- **TASK BRIEF**
Nothing but the lines from the top of the records through the line with "Trace every road, lane" should be returned, exactly, and without pictures.

Stored data:
============================================================
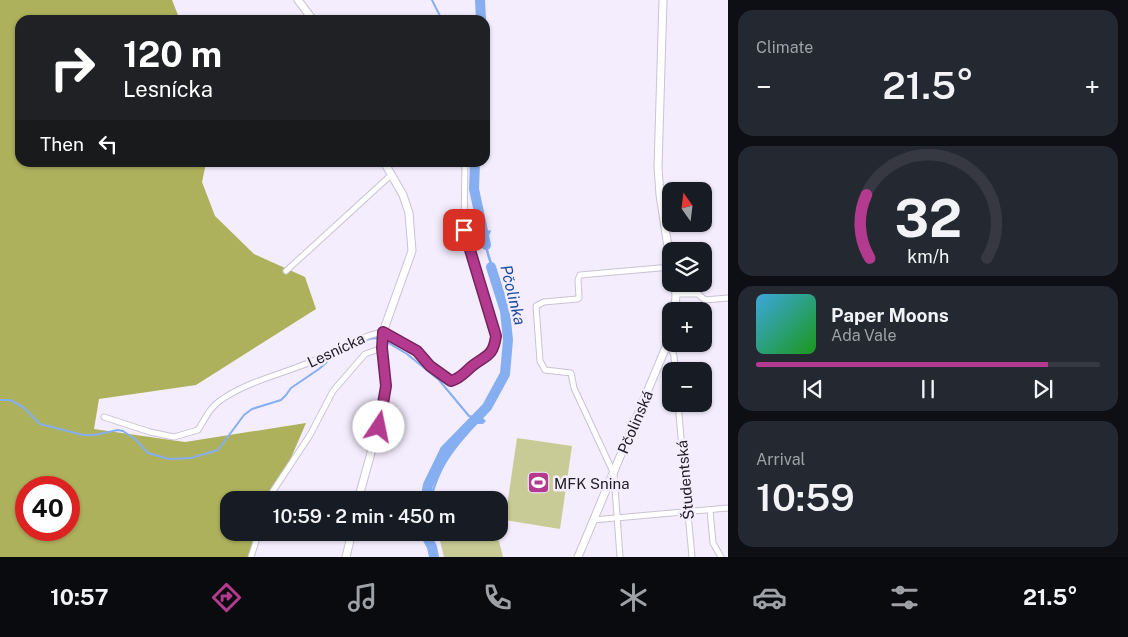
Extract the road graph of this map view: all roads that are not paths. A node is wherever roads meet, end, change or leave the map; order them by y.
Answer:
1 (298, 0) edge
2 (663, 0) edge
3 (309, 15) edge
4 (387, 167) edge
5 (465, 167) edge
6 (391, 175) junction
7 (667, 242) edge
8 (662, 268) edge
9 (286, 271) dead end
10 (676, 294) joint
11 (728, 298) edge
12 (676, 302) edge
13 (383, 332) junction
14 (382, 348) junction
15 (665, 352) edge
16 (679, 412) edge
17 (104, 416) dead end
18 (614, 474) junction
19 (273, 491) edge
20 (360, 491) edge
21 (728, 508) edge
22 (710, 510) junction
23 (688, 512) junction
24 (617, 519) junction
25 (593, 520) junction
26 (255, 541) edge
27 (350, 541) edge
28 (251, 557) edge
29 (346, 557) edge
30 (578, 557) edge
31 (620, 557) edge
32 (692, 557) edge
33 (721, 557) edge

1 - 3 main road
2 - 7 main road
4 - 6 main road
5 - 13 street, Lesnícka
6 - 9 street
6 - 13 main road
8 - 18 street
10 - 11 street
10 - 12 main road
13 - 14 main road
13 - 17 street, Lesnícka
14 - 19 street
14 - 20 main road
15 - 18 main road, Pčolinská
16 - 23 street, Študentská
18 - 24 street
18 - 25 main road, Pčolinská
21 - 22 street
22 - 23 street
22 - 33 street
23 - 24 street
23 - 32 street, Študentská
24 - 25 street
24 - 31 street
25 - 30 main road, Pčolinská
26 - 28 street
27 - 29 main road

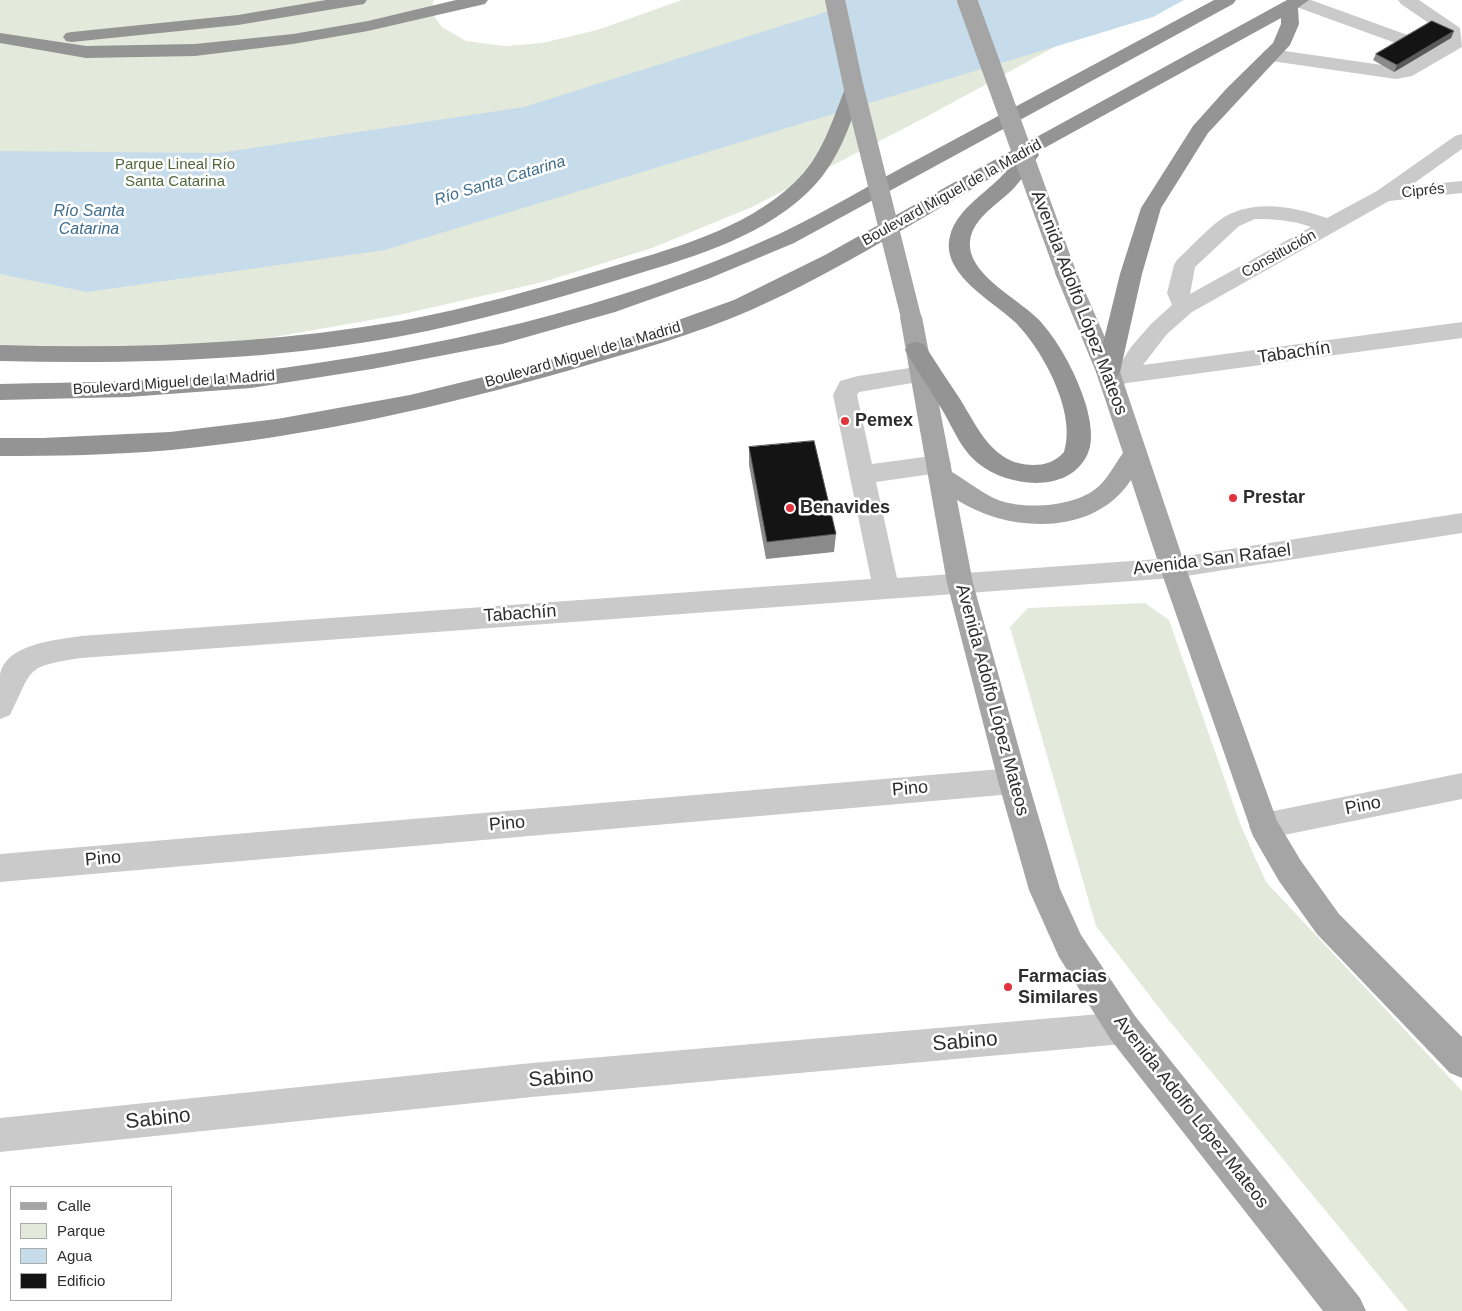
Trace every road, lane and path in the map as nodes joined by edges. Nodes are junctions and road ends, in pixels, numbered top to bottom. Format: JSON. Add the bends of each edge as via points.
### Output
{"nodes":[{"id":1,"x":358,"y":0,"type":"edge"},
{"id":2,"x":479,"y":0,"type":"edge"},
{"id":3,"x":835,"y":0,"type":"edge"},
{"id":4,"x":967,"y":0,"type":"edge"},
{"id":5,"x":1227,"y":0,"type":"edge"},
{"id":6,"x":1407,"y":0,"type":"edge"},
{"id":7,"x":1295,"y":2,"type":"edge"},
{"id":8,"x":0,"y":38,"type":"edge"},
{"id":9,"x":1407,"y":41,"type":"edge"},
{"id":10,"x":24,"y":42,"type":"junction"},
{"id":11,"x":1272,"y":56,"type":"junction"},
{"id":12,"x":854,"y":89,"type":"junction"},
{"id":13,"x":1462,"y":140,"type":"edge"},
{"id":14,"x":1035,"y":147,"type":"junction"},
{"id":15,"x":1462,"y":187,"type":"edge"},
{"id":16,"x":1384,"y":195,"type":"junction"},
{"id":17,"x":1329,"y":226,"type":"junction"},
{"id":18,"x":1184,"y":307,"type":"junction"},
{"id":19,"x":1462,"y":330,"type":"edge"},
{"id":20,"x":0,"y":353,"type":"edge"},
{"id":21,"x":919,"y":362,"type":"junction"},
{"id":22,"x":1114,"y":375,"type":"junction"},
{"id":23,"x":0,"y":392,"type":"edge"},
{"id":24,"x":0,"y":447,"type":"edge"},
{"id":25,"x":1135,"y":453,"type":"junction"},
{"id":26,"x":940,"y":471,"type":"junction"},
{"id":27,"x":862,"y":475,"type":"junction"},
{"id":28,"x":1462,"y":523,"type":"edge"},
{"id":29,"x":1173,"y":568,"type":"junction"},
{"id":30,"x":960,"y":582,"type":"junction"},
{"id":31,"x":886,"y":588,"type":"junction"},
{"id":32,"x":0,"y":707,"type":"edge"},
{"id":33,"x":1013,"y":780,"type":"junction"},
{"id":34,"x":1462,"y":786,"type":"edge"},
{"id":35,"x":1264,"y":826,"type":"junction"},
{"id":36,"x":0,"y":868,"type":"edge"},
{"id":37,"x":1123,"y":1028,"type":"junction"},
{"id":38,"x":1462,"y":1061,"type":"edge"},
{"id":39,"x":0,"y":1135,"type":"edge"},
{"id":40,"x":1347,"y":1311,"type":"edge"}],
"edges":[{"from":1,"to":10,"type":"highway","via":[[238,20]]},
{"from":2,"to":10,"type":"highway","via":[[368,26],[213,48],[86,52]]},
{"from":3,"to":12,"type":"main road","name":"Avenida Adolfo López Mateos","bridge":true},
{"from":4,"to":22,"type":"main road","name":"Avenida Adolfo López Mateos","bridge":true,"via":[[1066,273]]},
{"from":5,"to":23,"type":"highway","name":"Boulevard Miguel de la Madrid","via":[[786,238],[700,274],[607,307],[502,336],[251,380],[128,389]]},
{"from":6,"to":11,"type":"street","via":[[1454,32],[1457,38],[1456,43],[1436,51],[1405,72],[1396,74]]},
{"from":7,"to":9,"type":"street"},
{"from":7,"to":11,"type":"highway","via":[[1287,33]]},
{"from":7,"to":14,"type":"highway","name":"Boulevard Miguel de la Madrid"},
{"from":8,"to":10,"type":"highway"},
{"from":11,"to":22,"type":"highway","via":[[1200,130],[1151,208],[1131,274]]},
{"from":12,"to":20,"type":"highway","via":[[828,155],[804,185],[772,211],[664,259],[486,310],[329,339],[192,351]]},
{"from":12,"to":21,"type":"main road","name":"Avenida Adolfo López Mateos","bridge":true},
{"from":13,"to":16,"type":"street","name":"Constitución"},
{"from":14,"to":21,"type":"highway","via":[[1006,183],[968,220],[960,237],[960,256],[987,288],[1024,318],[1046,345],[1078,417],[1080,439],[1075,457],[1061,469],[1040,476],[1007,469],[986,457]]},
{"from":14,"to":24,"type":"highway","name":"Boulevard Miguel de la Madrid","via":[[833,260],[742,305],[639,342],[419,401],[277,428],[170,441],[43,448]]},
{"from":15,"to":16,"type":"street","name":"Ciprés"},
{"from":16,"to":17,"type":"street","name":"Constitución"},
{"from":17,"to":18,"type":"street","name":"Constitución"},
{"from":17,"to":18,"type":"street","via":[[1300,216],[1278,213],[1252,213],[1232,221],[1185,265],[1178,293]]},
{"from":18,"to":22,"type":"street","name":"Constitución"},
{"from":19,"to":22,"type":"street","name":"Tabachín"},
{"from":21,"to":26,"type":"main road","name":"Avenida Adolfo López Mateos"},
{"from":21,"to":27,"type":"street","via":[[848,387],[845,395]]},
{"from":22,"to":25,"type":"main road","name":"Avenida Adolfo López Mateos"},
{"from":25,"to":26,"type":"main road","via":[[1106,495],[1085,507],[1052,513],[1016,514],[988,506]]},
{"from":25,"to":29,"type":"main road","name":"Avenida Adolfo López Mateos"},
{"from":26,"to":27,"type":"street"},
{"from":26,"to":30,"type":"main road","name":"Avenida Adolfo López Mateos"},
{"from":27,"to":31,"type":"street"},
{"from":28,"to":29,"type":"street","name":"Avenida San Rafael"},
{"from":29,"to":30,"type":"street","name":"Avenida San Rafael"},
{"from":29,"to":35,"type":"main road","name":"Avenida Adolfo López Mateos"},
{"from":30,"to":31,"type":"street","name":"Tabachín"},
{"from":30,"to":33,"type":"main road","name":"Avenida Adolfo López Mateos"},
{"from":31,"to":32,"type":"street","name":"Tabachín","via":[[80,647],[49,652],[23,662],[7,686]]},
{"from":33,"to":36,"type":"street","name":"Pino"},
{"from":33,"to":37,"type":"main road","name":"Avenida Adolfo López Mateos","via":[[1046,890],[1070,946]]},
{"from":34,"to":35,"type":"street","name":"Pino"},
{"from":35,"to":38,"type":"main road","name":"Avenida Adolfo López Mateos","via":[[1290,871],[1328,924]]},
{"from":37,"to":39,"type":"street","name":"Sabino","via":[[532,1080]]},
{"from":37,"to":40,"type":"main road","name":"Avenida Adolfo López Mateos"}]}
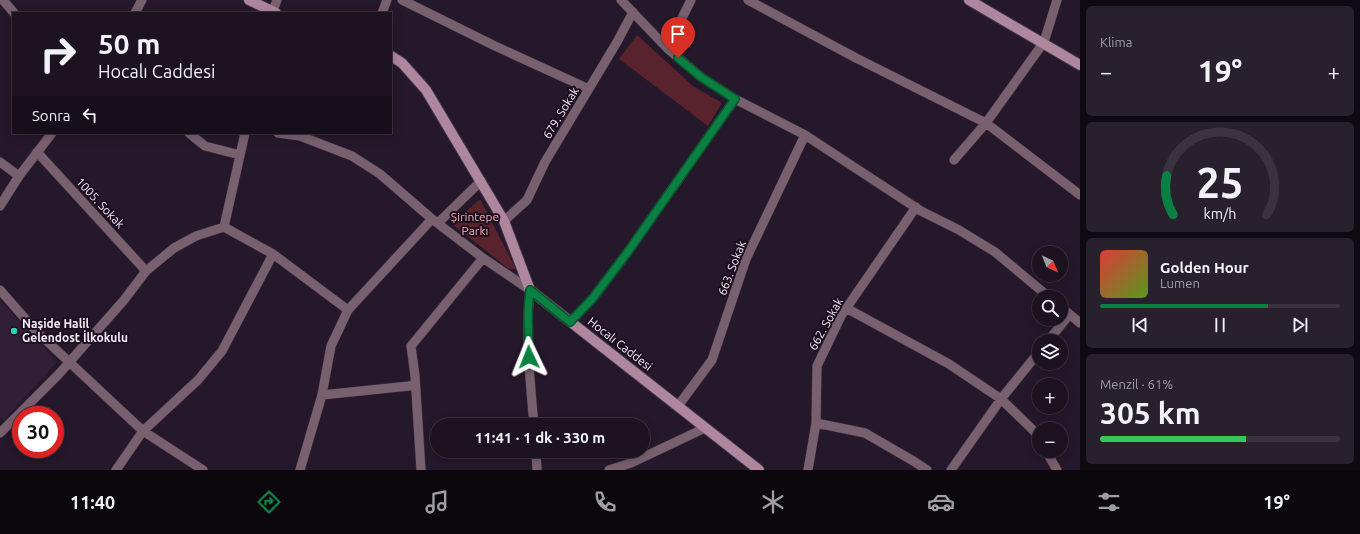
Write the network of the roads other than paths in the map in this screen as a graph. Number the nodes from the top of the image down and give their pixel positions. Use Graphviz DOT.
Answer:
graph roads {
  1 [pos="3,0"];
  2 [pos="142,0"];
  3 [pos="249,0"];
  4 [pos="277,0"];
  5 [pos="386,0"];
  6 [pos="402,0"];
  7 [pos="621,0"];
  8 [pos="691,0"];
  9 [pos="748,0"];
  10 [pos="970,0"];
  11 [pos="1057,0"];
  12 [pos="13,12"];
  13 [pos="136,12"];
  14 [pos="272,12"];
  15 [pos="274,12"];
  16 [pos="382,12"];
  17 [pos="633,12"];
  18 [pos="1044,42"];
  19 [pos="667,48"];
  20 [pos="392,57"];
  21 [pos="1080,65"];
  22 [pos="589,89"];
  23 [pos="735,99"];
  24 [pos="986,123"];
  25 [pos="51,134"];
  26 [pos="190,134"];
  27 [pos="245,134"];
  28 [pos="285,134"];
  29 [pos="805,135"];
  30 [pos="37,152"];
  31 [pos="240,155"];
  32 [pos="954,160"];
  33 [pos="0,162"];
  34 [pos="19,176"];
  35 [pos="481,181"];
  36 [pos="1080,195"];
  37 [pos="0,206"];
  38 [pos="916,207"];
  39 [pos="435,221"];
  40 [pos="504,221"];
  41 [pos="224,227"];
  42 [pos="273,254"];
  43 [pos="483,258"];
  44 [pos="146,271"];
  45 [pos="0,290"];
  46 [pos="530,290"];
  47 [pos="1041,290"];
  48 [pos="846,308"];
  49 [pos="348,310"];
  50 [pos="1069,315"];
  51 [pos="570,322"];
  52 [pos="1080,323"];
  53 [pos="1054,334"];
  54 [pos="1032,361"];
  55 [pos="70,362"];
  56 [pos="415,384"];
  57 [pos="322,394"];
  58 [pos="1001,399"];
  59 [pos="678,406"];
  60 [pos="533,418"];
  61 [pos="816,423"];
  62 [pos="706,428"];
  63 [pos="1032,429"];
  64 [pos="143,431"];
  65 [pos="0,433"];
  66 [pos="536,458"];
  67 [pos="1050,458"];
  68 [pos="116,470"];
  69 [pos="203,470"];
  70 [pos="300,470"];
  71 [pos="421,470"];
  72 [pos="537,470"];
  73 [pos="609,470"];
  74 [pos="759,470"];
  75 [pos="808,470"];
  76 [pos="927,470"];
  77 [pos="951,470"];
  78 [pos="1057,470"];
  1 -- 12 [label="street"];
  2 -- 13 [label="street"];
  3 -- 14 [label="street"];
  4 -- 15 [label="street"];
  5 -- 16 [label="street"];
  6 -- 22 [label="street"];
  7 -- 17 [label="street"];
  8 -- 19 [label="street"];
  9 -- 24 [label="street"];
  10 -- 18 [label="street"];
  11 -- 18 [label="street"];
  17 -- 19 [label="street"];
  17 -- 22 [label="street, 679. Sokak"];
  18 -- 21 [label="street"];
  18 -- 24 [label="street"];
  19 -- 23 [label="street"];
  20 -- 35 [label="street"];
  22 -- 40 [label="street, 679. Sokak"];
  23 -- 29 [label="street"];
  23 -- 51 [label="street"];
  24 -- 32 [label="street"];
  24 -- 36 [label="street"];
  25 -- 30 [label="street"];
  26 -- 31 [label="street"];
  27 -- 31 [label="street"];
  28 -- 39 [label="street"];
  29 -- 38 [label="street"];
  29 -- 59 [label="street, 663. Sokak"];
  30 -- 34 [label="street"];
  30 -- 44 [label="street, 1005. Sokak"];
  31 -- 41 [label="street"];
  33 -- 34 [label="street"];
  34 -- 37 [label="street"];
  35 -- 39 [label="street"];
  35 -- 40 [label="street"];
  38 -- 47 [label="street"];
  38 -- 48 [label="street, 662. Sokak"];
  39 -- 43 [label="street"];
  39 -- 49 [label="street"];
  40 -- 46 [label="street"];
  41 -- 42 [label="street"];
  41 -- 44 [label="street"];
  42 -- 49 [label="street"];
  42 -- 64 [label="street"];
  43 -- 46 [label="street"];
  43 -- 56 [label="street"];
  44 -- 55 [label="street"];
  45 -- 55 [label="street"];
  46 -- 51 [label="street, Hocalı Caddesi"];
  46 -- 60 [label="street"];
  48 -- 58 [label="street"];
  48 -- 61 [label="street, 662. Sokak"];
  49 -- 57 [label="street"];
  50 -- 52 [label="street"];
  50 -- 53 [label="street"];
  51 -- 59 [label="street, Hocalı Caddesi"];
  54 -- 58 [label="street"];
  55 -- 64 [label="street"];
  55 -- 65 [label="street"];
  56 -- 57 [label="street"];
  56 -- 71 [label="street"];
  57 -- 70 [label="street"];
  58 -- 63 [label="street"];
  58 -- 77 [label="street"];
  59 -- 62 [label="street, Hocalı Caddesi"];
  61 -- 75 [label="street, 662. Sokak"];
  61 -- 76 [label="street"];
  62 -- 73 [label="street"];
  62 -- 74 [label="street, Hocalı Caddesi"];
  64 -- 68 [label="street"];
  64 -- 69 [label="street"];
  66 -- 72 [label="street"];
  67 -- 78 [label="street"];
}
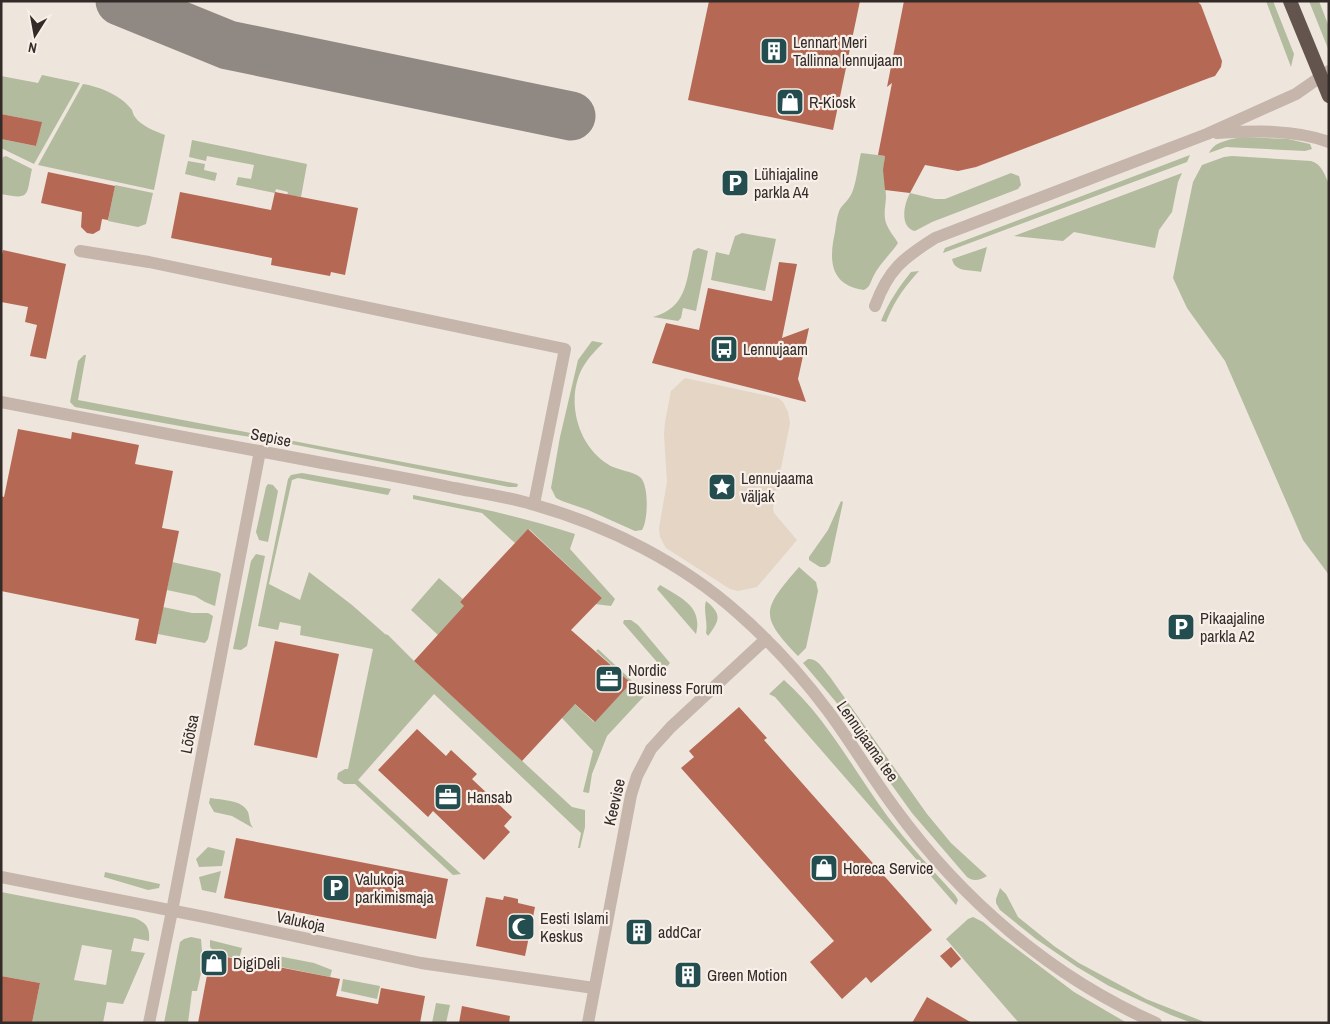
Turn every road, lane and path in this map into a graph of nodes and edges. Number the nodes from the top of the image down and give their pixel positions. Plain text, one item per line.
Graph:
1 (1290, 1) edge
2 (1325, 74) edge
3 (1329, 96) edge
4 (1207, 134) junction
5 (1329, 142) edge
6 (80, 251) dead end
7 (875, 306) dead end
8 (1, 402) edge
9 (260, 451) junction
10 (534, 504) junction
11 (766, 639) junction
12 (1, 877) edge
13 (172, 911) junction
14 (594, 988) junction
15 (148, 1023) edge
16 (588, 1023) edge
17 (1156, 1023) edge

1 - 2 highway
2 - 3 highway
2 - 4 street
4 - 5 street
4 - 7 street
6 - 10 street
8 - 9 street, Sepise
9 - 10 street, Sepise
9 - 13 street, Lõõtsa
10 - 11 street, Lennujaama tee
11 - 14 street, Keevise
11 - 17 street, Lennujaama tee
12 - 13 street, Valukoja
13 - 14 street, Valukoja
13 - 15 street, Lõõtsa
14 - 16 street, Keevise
============================================================
- **TASK RESULT**
Extract the road graph of this map view: all roads that are not paths. A node is wherever roads meet, end, change or leave the map; order them by y.
Answer:
1 (298, 0) edge
2 (663, 0) edge
3 (309, 15) edge
4 (387, 167) edge
5 (465, 167) edge
6 (391, 175) junction
7 (667, 242) edge
8 (662, 268) edge
9 (286, 271) dead end
10 (676, 294) joint
11 (728, 298) edge
12 (676, 302) edge
13 (383, 332) junction
14 (382, 348) junction
15 (665, 352) edge
16 (679, 412) edge
17 (104, 416) dead end
18 (614, 474) junction
19 (273, 491) edge
20 (360, 491) edge
21 (728, 508) edge
22 (710, 510) junction
23 (688, 512) junction
24 (617, 519) junction
25 (593, 520) junction
26 (255, 541) edge
27 (350, 541) edge
28 (251, 557) edge
29 (346, 557) edge
30 (578, 557) edge
31 (620, 557) edge
32 (692, 557) edge
33 (721, 557) edge

1 - 3 main road
2 - 7 main road
4 - 6 main road
5 - 13 street, Lesnícka
6 - 9 street
6 - 13 main road
8 - 18 street
10 - 11 street
10 - 12 main road
13 - 14 main road
13 - 17 street, Lesnícka
14 - 19 street
14 - 20 main road
15 - 18 main road, Pčolinská
16 - 23 street, Študentská
18 - 24 street
18 - 25 main road, Pčolinská
21 - 22 street
22 - 23 street
22 - 33 street
23 - 24 street
23 - 32 street, Študentská
24 - 25 street
24 - 31 street
25 - 30 main road, Pčolinská
26 - 28 street
27 - 29 main road

Trace every road, lane and path in the map as nodes joined by edges. Nodes are junctions and road ends, in pixels, numbered top to bottom. Format: JSON. Add the bends of each edge as via points.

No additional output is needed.